3. Build the plane while you’re flying it! This fanciful expression, coined in an engaging commercial for a data processing company, adds some levity to the very serious challenge of learning-by-doing, including the need to respond effectively to inevitable surprises and setbacks (Alvarado, 2017). Whether these arise due to shifting institutional priorities, reductions in funding, or getting caught in political crossfire, they have the potential to disrupt or completely derail worthwhile programs. In our experience, efforts to build resilient leadership programs must couple patience and persistence with a commitment to learning on the fly. When we began our work, we launched mixed-methods research projects to identify the factors that facilitate or impede the success of key program components (e.g., interdisciplinary teamwork, stakeholder engagement). More than 40 peer-reviewed papers have now emerged from this research, serving as an invaluable resource as we iterate our way to a more effective program. Despite this wealth of information, this body of empirical work cannot prepare us for all the twists and turns that arise in training sustainability leaders. As Dana Meadows (2001) once said, it is also important to “Stay Humble” and “Stay a Learner.”

visual showing the Mitchell Center Approach
Figure 1: Lessons from the Mitchell Center’s Approach

Concluding Thoughts

Universities and colleges have enormous potential to help address a wide range of sustainability challenges which, by definition, involve a tangled mix of economic, social, and environmental issues (Hart et al., 2016). This potential cannot be fully realized unless students and faculty are trained in ways that help strengthen and reinforce leadership-rich academic environments and allow them to practice and gain competency in individual leadership skills to meet the challenges.
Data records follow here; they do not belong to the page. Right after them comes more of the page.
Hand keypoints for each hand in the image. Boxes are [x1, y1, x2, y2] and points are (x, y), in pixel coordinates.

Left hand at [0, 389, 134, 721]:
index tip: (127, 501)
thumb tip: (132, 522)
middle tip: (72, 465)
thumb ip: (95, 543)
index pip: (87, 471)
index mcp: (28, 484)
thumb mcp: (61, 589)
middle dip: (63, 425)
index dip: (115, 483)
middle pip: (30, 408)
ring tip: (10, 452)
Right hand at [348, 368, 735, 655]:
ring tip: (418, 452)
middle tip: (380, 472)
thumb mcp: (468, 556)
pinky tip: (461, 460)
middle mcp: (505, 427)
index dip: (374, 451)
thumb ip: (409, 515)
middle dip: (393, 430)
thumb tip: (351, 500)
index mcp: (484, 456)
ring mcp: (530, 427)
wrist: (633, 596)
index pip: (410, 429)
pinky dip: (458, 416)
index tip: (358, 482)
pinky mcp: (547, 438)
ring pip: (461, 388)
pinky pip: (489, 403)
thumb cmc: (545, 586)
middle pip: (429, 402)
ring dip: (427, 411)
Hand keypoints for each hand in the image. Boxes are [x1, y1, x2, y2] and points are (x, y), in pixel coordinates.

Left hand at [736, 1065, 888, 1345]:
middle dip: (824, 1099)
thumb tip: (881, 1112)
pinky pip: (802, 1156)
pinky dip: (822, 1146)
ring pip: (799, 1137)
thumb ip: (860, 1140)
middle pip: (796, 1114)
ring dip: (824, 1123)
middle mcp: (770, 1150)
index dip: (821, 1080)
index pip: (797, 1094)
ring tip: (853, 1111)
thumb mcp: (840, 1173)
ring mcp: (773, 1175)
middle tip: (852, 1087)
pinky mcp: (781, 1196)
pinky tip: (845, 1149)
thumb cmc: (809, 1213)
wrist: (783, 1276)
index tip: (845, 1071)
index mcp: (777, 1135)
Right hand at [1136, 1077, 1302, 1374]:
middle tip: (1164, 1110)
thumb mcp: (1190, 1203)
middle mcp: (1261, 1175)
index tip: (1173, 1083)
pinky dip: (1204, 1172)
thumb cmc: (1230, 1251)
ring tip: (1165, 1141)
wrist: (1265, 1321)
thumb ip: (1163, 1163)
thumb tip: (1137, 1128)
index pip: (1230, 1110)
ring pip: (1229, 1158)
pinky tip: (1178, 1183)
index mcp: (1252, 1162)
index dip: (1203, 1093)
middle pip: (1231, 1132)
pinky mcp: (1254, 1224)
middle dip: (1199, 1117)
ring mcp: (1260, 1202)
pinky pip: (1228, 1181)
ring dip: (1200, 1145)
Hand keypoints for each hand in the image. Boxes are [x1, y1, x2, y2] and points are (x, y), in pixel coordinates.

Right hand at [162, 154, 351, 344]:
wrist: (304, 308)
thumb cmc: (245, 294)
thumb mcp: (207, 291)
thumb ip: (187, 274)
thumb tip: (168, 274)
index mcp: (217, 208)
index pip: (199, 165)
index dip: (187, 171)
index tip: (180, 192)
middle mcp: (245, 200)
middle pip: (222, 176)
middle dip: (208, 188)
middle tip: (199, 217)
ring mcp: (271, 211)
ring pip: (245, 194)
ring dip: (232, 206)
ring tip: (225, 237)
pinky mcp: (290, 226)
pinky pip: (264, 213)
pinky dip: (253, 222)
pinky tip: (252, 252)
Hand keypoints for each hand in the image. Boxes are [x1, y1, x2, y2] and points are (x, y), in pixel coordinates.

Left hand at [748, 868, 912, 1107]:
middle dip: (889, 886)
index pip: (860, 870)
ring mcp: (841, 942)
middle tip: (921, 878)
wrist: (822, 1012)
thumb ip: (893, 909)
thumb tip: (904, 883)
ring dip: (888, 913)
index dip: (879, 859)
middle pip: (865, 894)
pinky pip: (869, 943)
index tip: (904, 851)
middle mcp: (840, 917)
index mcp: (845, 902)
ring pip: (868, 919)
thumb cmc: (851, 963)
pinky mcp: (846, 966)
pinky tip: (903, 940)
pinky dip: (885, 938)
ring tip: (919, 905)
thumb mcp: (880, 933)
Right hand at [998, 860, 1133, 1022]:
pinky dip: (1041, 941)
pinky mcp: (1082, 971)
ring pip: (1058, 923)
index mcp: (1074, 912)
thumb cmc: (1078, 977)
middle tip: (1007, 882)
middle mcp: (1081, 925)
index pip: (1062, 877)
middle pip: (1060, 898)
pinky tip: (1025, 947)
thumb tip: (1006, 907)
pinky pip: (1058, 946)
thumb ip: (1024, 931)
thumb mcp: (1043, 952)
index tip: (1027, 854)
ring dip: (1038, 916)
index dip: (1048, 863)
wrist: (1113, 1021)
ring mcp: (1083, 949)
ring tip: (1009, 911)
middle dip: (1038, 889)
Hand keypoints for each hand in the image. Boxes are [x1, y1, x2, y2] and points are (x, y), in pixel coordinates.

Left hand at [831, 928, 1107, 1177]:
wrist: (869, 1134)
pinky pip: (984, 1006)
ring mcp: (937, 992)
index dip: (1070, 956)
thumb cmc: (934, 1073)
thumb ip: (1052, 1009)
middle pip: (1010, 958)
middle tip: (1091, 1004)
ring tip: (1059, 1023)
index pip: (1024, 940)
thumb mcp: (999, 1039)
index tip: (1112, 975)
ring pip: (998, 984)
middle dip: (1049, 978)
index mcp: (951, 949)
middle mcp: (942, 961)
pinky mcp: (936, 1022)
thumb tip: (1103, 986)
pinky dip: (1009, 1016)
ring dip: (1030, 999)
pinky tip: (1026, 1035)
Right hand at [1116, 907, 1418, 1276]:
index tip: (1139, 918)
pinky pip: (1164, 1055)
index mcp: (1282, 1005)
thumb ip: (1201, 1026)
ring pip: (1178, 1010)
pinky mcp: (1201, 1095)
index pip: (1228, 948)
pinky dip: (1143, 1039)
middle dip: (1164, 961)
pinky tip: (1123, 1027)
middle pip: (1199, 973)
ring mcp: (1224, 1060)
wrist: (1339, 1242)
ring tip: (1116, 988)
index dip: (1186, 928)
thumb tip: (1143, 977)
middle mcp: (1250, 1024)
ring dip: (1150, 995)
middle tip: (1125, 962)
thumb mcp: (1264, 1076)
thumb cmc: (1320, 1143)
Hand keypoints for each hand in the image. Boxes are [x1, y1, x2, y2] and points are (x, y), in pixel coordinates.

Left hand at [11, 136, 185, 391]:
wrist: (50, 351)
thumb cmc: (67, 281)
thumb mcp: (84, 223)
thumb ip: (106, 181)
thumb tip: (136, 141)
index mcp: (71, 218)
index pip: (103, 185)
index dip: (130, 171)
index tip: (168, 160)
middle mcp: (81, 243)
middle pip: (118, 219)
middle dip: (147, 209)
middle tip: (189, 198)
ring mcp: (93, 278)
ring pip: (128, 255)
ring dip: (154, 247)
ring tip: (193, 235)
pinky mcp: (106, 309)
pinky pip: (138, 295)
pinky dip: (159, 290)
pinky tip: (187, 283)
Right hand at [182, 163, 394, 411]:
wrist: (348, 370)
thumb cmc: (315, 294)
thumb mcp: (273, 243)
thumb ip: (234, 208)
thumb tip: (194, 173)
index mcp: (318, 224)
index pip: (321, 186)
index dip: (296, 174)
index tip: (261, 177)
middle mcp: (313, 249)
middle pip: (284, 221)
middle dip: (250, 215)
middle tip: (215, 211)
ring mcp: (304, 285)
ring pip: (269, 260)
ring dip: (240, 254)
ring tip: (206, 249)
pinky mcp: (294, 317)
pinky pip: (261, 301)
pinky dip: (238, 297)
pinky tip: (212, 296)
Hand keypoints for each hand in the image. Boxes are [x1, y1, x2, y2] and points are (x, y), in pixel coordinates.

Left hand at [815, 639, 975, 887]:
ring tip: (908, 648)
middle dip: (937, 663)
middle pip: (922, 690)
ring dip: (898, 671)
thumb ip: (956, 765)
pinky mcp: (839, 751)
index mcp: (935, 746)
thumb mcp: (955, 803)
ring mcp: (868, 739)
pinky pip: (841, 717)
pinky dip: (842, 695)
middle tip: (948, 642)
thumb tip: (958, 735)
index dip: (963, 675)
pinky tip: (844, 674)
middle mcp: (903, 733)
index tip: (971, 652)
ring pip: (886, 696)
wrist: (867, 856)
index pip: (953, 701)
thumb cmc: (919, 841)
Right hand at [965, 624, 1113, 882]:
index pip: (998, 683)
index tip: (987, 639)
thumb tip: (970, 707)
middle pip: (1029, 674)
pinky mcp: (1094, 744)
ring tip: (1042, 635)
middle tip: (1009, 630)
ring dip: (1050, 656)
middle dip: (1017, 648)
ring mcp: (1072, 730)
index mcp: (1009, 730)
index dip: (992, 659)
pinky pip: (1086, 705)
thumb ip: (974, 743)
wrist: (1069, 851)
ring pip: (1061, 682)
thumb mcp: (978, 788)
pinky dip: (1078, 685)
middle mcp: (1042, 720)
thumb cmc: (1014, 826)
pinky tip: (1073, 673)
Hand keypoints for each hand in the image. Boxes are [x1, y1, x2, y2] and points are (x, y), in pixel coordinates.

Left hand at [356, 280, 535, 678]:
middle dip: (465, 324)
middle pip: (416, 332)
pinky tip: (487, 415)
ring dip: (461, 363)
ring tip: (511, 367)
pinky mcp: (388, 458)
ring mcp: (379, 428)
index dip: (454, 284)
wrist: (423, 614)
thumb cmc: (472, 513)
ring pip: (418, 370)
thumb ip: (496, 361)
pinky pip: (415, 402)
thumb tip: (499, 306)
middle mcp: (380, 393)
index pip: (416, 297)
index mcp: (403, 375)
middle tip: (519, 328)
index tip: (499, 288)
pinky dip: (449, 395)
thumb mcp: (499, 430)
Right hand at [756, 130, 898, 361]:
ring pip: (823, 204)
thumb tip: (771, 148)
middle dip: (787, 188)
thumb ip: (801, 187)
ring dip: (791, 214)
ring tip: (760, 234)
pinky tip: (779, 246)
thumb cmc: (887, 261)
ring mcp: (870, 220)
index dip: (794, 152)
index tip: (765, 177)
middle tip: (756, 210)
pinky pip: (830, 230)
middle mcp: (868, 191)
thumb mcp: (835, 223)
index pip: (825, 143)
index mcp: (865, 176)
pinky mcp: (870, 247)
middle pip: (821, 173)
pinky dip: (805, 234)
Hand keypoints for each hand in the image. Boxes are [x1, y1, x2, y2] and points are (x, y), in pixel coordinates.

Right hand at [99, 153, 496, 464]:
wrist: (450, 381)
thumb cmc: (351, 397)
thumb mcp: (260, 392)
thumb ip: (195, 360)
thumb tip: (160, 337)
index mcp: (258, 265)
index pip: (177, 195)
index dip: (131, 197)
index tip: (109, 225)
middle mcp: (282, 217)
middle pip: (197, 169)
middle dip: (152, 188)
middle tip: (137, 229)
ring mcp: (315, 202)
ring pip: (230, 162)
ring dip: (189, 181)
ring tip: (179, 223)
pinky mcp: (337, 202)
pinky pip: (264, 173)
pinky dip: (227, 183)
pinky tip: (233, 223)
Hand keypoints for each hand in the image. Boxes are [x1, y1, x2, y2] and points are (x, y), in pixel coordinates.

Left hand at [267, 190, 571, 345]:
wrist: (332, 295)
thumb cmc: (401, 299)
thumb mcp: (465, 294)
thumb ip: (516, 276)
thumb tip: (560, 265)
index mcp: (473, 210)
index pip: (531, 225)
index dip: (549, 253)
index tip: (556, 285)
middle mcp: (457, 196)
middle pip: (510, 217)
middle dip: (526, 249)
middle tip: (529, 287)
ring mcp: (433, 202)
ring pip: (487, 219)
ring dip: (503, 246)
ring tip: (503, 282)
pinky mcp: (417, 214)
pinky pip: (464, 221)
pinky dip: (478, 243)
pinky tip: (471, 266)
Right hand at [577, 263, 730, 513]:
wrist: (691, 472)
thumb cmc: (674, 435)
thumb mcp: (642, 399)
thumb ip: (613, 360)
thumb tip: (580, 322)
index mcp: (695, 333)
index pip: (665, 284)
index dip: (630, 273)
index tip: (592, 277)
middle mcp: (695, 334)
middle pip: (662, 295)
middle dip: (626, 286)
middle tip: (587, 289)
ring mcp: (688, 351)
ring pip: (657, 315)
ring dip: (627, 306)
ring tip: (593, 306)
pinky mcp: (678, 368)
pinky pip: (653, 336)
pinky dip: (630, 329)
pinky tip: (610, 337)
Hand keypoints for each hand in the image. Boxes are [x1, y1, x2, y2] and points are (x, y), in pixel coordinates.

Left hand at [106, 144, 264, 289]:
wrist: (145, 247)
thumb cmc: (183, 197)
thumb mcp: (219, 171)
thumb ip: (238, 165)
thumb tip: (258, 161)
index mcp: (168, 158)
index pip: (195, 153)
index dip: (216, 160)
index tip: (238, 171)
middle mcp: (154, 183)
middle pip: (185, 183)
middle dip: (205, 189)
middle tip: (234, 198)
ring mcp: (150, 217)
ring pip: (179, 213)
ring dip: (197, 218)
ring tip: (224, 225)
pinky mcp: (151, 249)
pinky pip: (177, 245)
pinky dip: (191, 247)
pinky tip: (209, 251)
The Mitchell Center has taken steps to create an atmosphere “that emphasizes mutual respect, adaptability, and solutions,” (Hart et al., 2015, p. 1) that supports organizational learning and reflection, and that provides opportunities for training in knowledge co-production with stakeholders and in interdisciplinary teams, systems thinking across scale, and solutions development (Hart et al., 2015). We offer an approach to training graduate students in sustainability and leadership, an approach that suggests that programs need to consider not only helping develop competencies and states of mind but also a certain organizational culture that allows individuals and teams to thrive in their efforts to advance sustainability solutions.

Acknowledgements

Special thanks to our countless colleagues and collaborators across Maine and New England who have contributed to, guided, and inspired the work at the Mitchell Center. The Mitchell Center has received generous support from many sources, including three major grants from the National Science Foundation (EPS-0904155, IIA-1330691, OIA-1539071).